How to improve this code?

Hi guys,
I am new in the Ruby world, I am coming from Java, and I would like to
"think " in Ruby instead Java.

I did a code to read a CSV file (separated by comma), organize the
values and print the output.

Basically the CSV looks like this:
[email protected],value1
[email protected],value2
[email protected],value3
[email protected],value4
[email protected],value1
[email protected],value2

the output should be in two lines
[email protected],value1,value2,value3,value4
[email protected],value1,value

My initial thought was store the values into a Hash object, where the
KEY is the email (column a) and the value is an Array containing the
values (column b).
Going through all lines, test if the email address already exists in the
Hash, if so update the Array, otherwise create a new entry into the
Hash.

The code following below:

h = Hash.new
File.open(“Sector_brand.csv”).each_line do |lines|
values = lines.split(",")
email = values[0]
content = values[1]
if h.key?(email)
l = h[email]
l.push content
h[email] = l
else
l = [content]
h[email] = l
end
end

I didn’t put the code to print the Hash. Also I didn’t create the code
above in a class because it is just a test.

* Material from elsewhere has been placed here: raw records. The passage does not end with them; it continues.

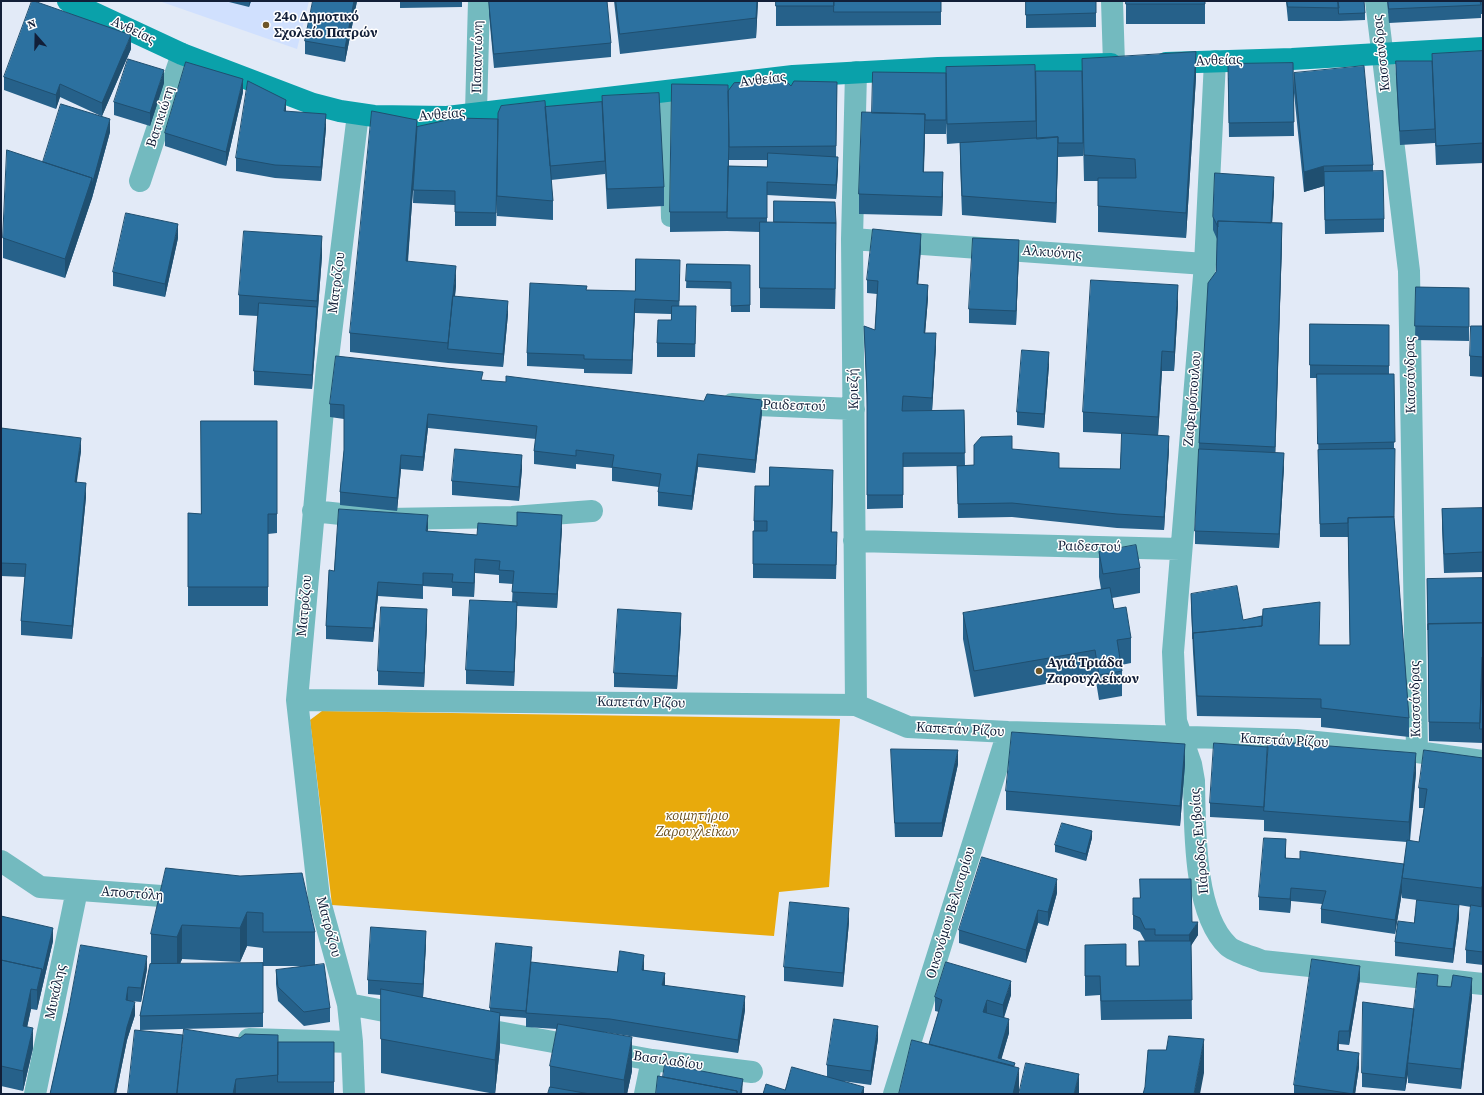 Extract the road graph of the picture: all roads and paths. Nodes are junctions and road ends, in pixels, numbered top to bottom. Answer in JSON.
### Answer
{"nodes":[{"id":1,"x":68,"y":1,"type":"edge"},
{"id":2,"x":479,"y":1,"type":"edge"},
{"id":3,"x":1112,"y":1,"type":"edge"},
{"id":4,"x":1376,"y":1,"type":"edge"},
{"id":5,"x":1483,"y":48,"type":"edge"},
{"id":6,"x":182,"y":54,"type":"junction"},
{"id":7,"x":1381,"y":54,"type":"junction"},
{"id":8,"x":1215,"y":61,"type":"junction"},
{"id":9,"x":1114,"y":64,"type":"junction"},
{"id":10,"x":856,"y":72,"type":"junction"},
{"id":11,"x":667,"y":90,"type":"junction"},
{"id":12,"x":476,"y":112,"type":"junction"},
{"id":13,"x":358,"y":114,"type":"junction"},
{"id":14,"x":140,"y":181,"type":"dead end"},
{"id":15,"x":670,"y":218,"type":"edge"},
{"id":16,"x":852,"y":239,"type":"junction"},
{"id":17,"x":1205,"y":264,"type":"junction"},
{"id":18,"x":327,"y":366,"type":"junction"},
{"id":19,"x":351,"y":368,"type":"edge"},
{"id":20,"x":712,"y":402,"type":"edge"},
{"id":21,"x":854,"y":409,"type":"junction"},
{"id":22,"x":313,"y":511,"type":"junction"},
{"id":23,"x":592,"y":511,"type":"dead end"},
{"id":24,"x":854,"y":541,"type":"junction"},
{"id":25,"x":1180,"y":549,"type":"junction"},
{"id":26,"x":297,"y":700,"type":"junction"},
{"id":27,"x":856,"y":706,"type":"junction"},
{"id":28,"x":1008,"y":732,"type":"junction"},
{"id":29,"x":1181,"y":736,"type":"junction"},
{"id":30,"x":1417,"y":752,"type":"junction"},
{"id":31,"x":1483,"y":761,"type":"edge"},
{"id":32,"x":1,"y":861,"type":"edge"},
{"id":33,"x":78,"y":890,"type":"junction"},
{"id":34,"x":319,"y":898,"type":"junction"},
{"id":35,"x":295,"y":899,"type":"edge"},
{"id":36,"x":209,"y":900,"type":"edge"},
{"id":37,"x":1483,"y":984,"type":"edge"},
{"id":38,"x":348,"y":1004,"type":"junction"},
{"id":39,"x":431,"y":1019,"type":"edge"},
{"id":40,"x":453,"y":1024,"type":"edge"},
{"id":41,"x":229,"y":1039,"type":"edge"},
{"id":42,"x":352,"y":1042,"type":"junction"},
{"id":43,"x":652,"y":1060,"type":"junction"},
{"id":44,"x":752,"y":1072,"type":"dead end"},
{"id":45,"x":35,"y":1094,"type":"edge"},
{"id":46,"x":354,"y":1094,"type":"edge"},
{"id":47,"x":644,"y":1094,"type":"edge"},
{"id":48,"x":894,"y":1094,"type":"edge"}],
"edges":[{"from":1,"to":6,"type":"main road","name":"Ανθείας"},
{"from":2,"to":12,"type":"street","name":"Παπαντώνη"},
{"from":3,"to":9,"type":"street"},
{"from":4,"to":7,"type":"street","name":"Κασσάνδρας"},
{"from":5,"to":7,"type":"main road","name":"Ανθείας"},
{"from":6,"to":13,"type":"main road","name":"Ανθείας"},
{"from":6,"to":14,"type":"street","name":"Βατικιώτη"},
{"from":7,"to":8,"type":"main road","name":"Ανθείας"},
{"from":7,"to":30,"type":"street","name":"Κασσάνδρας"},
{"from":8,"to":9,"type":"main road","name":"Ανθείας"},
{"from":8,"to":17,"type":"street","name":"Ζαφειρόπουλου"},
{"from":9,"to":10,"type":"main road","name":"Ανθείας"},
{"from":10,"to":11,"type":"main road","name":"Ανθείας"},
{"from":10,"to":16,"type":"street","name":"Κριεζή"},
{"from":11,"to":12,"type":"main road","name":"Ανθείας"},
{"from":11,"to":15,"type":"lane"},
{"from":12,"to":13,"type":"main road","name":"Ανθείας"},
{"from":13,"to":18,"type":"street","name":"Ματρόζου"},
{"from":16,"to":17,"type":"street","name":"Αλκυόνης"},
{"from":16,"to":21,"type":"street","name":"Κριεζή"},
{"from":17,"to":25,"type":"street","name":"Ζαφειρόπουλου"},
{"from":18,"to":19,"type":"street"},
{"from":18,"to":22,"type":"street","name":"Ματρόζου"},
{"from":20,"to":21,"type":"street","name":"Ραιδεστού"},
{"from":21,"to":24,"type":"street","name":"Κριεζή"},
{"from":22,"to":23,"type":"street"},
{"from":22,"to":26,"type":"street","name":"Ματρόζου"},
{"from":24,"to":25,"type":"street","name":"Ραιδεστού"},
{"from":24,"to":27,"type":"street","name":"Κριεζή"},
{"from":25,"to":29,"type":"street","name":"Ζαφειρόπουλου"},
{"from":26,"to":27,"type":"street","name":"Καπετάν Ρίζου"},
{"from":26,"to":34,"type":"street","name":"Ματρόζου"},
{"from":27,"to":28,"type":"street","name":"Καπετάν Ρίζου"},
{"from":28,"to":29,"type":"street","name":"Καπετάν Ρίζου"},
{"from":28,"to":48,"type":"street","name":"Οικονόμου Βελισαρίου"},
{"from":29,"to":30,"type":"street","name":"Καπετάν Ρίζου"},
{"from":29,"to":37,"type":"street","name":"Πάροδος Ευβοίας"},
{"from":30,"to":31,"type":"street","name":"Καπετάν Ρίζου"},
{"from":32,"to":33,"type":"street","name":"Αποστόλη"},
{"from":33,"to":36,"type":"street","name":"Αποστόλη"},
{"from":33,"to":45,"type":"street","name":"Μυκάλης"},
{"from":34,"to":35,"type":"street"},
{"from":34,"to":38,"type":"street","name":"Ματρόζου"},
{"from":38,"to":39,"type":"street"},
{"from":38,"to":42,"type":"street","name":"Ματρόζου"},
{"from":40,"to":43,"type":"street","name":"Βασιλαδίου"},
{"from":41,"to":42,"type":"street"},
{"from":42,"to":46,"type":"street","name":"Ματρόζου"},
{"from":43,"to":44,"type":"street","name":"Βασιλαδίου"},
{"from":43,"to":47,"type":"street"}]}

Well guys, does anyone could see my code and give comments? How the code
above could be improved?

Thanks in advice.

Junior

Jair Rillo J. wrote:

Hi guys,
I am new in the Ruby world, I am coming from Java, and I would like to
"think " in Ruby instead Java.

I did a code to read a CSV file (separated by comma), organize the
values and print the output.

Basically the CSV looks like this:
[email protected],value1
[email protected],value2
[email protected],value3
[email protected],value4
[email protected],value1
[email protected],value2

the output should be in two lines
[email protected],value1,value2,value3,value4
[email protected],value1,value

My initial thought was store the values into a Hash object, where the
KEY is the email (column a) and the value is an Array containing the
values (column b).
Going through all lines, test if the email address already exists in the
Hash, if so update the Array, otherwise create a new entry into the
Hash.

The code following below:

h = Hash.new
File.open(“Sector_brand.csv”).each_line do |lines|
values = lines.split(",")
email = values[0]
content = values[1]
if h.key?(email)
l = h[email]
l.push content
h[email] = l
else
l = [content]
h[email] = l
end
end

I didn’t put the code to print the Hash. Also I didn’t create the code
above in a class because it is just a test.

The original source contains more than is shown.